The Simplest Explanation

The principle of parsimony is typically stated in the form Entia non sunt multiplicanda praeter necessitatem (“Entities are not to be multiplied beyond necessity”). Although referred to as Ockham’s Razor after William of Ockham, a Franciscan living at the turn of the fourteenth century (c.1285–c.1349), this version has not been found in any of his extant works. The closest match (Frustra fit per plura quod potest fieri per pauciora or “It is pointless to do with more what can be done with fewer”) may have been written in quoting others and indeed the general principle was common among Aristotelians. In brief, when explaining a phenomenon or developing a theory, we should refrain from invoking entities that are not necessary in doing so.

As a contemporary example, some people suspect that crop circles are due to extraterrestrial influence, whether directly or otherwise; others suggest that the patterns are the work of dedicated artists or hoaxers and very much an earthly occurrence.
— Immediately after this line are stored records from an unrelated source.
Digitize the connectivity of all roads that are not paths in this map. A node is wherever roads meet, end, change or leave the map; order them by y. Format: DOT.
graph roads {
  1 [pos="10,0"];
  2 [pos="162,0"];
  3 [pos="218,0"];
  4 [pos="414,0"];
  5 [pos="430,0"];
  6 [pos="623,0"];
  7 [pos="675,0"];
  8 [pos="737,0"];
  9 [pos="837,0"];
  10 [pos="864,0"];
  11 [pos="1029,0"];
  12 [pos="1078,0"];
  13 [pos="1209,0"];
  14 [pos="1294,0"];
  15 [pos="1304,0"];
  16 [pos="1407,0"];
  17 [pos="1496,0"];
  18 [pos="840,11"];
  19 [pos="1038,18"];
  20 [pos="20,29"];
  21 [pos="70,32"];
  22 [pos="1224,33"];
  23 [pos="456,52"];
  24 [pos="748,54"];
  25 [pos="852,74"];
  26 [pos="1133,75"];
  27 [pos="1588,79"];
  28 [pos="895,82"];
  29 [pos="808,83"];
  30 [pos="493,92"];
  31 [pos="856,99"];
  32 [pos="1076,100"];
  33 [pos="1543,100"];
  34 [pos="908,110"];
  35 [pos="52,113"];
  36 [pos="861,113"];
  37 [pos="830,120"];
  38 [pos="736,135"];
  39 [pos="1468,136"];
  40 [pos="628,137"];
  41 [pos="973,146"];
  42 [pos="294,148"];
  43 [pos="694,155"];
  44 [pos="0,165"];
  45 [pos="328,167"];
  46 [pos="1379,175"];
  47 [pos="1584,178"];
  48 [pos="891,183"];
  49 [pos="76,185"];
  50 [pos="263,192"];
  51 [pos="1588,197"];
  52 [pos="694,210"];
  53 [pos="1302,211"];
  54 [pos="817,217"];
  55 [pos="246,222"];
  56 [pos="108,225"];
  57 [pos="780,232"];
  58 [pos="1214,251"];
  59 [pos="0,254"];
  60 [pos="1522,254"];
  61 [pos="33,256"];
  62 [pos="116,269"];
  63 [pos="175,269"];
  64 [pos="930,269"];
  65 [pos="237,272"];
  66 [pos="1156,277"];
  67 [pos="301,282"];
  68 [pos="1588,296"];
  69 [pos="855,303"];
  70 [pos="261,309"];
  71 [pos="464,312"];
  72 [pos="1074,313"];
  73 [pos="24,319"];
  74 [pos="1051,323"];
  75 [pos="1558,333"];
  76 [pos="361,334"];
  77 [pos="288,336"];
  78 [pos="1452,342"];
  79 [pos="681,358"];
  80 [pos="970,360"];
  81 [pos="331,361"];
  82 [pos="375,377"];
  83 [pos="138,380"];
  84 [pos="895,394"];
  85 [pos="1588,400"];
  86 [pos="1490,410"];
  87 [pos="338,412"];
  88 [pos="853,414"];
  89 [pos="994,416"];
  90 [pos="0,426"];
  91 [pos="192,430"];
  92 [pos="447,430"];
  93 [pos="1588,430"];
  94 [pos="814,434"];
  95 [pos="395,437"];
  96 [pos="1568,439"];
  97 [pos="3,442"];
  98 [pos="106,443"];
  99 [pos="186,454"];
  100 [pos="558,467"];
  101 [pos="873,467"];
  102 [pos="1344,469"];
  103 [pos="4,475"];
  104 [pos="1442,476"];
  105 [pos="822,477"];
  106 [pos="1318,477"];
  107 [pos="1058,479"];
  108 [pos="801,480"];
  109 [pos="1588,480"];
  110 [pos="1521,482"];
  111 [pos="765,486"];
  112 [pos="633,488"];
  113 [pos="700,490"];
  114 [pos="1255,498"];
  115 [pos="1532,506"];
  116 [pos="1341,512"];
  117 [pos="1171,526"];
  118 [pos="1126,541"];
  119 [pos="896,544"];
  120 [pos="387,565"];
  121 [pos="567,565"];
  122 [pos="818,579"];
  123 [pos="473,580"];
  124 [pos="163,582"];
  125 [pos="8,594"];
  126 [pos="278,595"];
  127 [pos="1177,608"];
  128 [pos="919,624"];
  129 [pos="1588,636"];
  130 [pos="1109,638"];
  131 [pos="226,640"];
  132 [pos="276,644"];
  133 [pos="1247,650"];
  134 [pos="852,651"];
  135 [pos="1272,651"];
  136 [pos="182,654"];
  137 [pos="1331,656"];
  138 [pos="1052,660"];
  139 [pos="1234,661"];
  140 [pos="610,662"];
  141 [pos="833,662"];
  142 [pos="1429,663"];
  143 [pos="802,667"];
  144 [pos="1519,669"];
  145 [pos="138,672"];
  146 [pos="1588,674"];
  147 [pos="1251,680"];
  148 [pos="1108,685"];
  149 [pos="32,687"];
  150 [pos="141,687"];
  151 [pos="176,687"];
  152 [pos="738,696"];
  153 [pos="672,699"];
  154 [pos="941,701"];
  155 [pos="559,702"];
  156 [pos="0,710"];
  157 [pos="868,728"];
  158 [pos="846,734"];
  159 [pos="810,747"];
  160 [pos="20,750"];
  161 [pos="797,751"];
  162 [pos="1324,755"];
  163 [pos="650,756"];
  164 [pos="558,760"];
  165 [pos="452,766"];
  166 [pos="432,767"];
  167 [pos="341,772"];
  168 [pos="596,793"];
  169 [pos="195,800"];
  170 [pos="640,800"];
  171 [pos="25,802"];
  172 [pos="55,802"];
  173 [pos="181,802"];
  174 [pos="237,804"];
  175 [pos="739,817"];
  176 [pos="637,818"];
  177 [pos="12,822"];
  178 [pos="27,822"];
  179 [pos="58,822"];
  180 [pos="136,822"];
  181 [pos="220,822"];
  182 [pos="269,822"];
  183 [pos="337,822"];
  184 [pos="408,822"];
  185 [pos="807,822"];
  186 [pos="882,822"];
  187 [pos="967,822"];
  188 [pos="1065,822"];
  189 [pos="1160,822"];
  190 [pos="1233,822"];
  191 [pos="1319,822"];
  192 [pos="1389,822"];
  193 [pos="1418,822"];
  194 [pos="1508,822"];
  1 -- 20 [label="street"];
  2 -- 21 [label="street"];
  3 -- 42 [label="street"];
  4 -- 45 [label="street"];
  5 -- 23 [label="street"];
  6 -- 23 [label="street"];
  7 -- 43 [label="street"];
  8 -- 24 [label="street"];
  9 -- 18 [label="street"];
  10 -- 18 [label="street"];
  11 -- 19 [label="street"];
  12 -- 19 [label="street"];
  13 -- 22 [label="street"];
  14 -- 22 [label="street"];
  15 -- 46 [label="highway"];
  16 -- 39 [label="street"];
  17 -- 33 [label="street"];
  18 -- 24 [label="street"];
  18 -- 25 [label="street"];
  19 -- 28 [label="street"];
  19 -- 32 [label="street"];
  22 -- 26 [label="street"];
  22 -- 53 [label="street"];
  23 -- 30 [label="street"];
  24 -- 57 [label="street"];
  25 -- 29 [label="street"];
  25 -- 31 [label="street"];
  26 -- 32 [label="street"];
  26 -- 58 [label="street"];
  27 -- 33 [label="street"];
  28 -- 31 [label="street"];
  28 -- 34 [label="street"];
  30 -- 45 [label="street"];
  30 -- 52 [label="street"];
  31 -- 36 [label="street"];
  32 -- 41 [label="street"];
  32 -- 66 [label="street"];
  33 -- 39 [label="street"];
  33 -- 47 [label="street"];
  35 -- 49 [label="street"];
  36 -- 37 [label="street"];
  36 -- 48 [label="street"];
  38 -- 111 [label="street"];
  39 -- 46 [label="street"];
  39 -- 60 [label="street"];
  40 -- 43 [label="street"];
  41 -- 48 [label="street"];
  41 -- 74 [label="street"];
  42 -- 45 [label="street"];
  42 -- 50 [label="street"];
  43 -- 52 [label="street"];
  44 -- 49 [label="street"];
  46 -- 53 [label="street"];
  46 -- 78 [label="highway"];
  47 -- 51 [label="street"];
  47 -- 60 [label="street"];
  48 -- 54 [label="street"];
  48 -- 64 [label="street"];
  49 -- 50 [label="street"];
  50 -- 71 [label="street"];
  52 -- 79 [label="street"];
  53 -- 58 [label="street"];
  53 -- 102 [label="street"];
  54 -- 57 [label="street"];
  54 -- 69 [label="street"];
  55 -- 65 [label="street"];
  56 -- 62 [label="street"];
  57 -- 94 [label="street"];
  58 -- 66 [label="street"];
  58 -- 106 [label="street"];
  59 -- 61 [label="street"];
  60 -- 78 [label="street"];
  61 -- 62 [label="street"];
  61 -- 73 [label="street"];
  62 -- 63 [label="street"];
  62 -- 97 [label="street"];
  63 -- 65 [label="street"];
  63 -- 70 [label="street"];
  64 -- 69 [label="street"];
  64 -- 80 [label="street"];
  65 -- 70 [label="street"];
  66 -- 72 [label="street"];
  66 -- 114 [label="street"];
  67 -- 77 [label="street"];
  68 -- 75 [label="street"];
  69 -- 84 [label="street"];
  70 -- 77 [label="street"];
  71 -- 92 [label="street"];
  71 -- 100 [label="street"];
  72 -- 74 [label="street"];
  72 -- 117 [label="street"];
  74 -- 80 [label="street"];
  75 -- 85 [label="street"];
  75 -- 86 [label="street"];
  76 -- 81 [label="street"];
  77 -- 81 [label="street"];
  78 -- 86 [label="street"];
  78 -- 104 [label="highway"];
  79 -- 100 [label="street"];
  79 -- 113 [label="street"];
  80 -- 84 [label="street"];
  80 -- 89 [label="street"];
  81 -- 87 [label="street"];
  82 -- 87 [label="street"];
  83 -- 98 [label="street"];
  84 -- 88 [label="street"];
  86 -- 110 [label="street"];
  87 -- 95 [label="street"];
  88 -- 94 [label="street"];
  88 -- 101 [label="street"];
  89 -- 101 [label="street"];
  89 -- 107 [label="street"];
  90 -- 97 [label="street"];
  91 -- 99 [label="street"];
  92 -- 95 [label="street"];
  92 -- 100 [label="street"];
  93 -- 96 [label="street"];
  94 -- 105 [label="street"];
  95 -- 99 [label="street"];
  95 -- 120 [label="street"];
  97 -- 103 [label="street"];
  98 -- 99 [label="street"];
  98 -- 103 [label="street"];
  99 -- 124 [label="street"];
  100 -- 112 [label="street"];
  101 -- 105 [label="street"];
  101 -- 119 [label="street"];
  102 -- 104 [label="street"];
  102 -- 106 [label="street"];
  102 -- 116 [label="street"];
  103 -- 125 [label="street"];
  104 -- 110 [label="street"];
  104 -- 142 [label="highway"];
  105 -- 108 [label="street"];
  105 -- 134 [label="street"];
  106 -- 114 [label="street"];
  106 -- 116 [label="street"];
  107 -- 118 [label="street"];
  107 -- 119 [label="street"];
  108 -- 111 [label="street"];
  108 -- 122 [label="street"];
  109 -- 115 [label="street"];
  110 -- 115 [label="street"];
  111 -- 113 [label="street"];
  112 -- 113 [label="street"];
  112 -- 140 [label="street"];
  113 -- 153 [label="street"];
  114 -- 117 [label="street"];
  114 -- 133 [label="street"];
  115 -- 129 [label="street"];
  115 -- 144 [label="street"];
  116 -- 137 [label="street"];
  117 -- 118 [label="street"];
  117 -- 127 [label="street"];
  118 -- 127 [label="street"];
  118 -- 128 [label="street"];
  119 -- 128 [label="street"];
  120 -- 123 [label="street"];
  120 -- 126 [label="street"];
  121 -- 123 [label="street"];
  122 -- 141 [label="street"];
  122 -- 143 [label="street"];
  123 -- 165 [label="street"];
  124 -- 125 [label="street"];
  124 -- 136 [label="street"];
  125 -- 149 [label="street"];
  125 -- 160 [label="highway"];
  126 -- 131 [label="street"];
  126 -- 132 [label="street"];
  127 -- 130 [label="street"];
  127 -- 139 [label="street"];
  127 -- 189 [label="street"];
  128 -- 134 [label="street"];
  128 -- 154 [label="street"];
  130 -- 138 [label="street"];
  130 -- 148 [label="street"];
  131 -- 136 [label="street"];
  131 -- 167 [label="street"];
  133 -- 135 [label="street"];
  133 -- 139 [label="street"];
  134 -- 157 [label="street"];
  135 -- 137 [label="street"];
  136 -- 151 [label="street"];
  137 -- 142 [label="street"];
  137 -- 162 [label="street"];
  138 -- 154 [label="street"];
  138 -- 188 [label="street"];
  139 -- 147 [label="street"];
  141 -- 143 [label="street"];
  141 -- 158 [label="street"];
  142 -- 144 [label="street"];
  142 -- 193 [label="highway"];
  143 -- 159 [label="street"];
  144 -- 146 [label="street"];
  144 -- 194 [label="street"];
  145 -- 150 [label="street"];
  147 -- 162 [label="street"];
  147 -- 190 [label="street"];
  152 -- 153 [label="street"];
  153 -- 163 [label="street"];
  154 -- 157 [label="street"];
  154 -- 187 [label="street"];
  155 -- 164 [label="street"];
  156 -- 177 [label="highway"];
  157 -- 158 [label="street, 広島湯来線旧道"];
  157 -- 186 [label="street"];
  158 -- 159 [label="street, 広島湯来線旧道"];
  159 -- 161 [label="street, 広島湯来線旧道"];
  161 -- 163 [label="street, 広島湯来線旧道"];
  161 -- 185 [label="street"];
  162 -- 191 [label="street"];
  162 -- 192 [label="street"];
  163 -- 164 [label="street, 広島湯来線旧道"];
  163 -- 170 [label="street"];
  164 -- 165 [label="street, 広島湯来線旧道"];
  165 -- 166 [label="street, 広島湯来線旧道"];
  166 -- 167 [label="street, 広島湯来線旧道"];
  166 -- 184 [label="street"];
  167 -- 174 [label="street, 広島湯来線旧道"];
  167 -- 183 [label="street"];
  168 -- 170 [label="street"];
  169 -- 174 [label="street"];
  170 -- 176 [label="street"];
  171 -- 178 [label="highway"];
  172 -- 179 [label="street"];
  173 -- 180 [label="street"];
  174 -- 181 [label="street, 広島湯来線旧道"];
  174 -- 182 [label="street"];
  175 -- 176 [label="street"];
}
Given that the latter group have been able to demonstrate the construction of a crop circle, there is no need to posit aliens to account for why farmer’s fields are routinely invaded in this fashion and hence this explanation is discounted via Ockham’s Razor. If we wish to hold to the economy of thought, we should pick the simpler explanation.

Ockham’s Razor is only a principle; that is, it does not tell us that the simplest explanation is true but instead that we ought to prefer it on methodological grounds. We are counselled to adopt theories which are more efficient, insofar as they can do the same explanatory work with less. Note that this does not imply that we must do so: a direct route to a destination is neither better nor worse than a diversion unless we include the criterion that we wish to get there by the most direct route. Nevertheless, it seems plain enough that we are inclined to favour the simpler explanation, other things being equal. It is this latter ceteris paribus assumption that we now examine.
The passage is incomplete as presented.